La revista Nexos dedicó toda su edición del mes de enero a revisar el saldo de esta mutación, quizá la más importante para nosotros desde la Revolución mexicana. El resultado es un mural de claroscuros.

La integración regional nos abrió al mundo, modernizó nuestra economía y trajo prosperidad a muchos mexicanos. Pero también profundizó desigualdades, obligó a millones a migrar en busca de oportunidades, hizo estragos en sectores productivos enteros y en las formas de vida de algunos de los mexicanos más vulnerables.

El TLCAN cumplió con creces sus propósitos de integración comercial norteamericana. Pero México no alcanzó lo que esperaba, quizá porque esperaba de más, como con su tránsito a la democracia.

El hecho es que, treinta años después de aquel acuerdo comercial, hay en México una planta industrial exportadora de clase mundial. Pero junto a ella persiste la baja productividad del resto de la economía, por su mayor parte informal, y el país vive un triste auge de ilegalidad y crimen.

Conviven en el tratado, absurdamente, las reglas de libre movimiento para mercancías y la antigua prohibición al paso de personas.
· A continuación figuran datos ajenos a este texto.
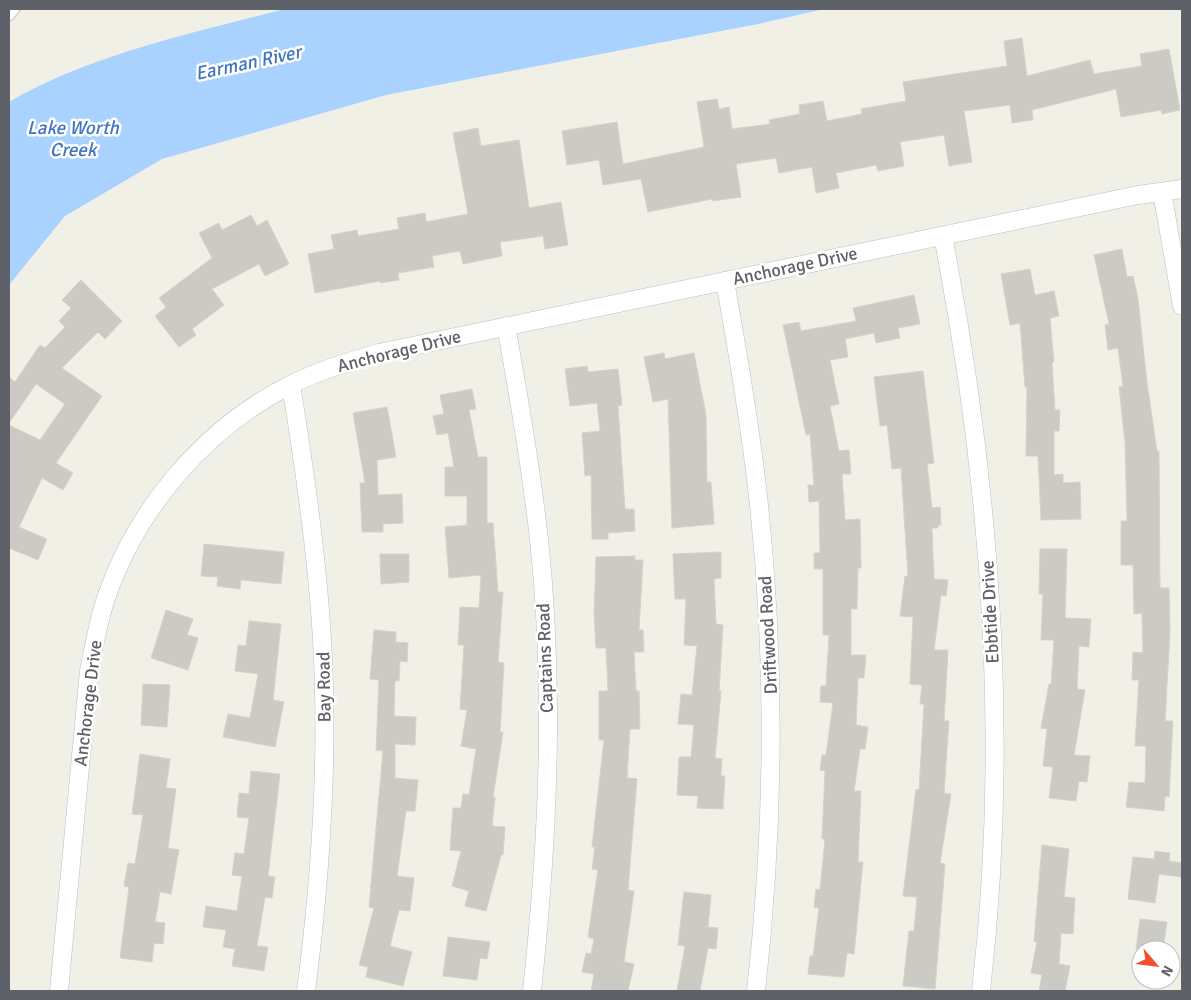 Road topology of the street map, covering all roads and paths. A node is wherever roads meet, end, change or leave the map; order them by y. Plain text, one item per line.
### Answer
1 (14, 9) edge
2 (9, 16) edge
3 (1182, 189) edge
4 (1162, 192) junction
5 (943, 236) junction
6 (725, 281) junction
7 (1182, 306) edge
8 (506, 326) junction
9 (290, 385) junction
10 (59, 991) edge
11 (306, 991) edge
12 (532, 991) edge
13 (756, 991) edge
14 (980, 991) edge

1 - 2 lane
3 - 4 street, Anchorage Drive
4 - 5 street, Anchorage Drive
4 - 7 street
5 - 6 street, Anchorage Drive
5 - 14 street, Ebbtide Drive
6 - 8 street, Anchorage Drive
6 - 13 street, Driftwood Road
8 - 9 street, Anchorage Drive
8 - 12 street, Captains Road
9 - 10 street, Anchorage Drive
9 - 11 street, Bay Road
Resultado actual: un recrudecimiento de la persecución de migrantes.

Al sueño, implícito en el tratado, de una nueva era de coexistencia y amistad trinacional, se asoma con brutalidad el discurso antimigrante, que tiene su extremo en el discurso de odio de Donald Trump y en los millones de votantes que pueden hacerlo de nuevo presidente de Estados Unidos.

Pareciera que la América del Norte real pudo cumplir sólo con una parte de la aspiración de aquel tratado, cuya vigencia, sin embargo, es hoy la plataforma de otra época posible de expansión económica trinacional, por efecto del nearshoring y el regreso a casa de las inversiones en Asia y China.

El TLCAN es en muchos sentidos un proceso cumplido, en otros aspectos un sueño fracasado, pero, como todo cambio largo, es una historia en curso, viva, que no ha dicho su última palabra.

Fue, eso sí, una transformación profunda, desafiante y duradera.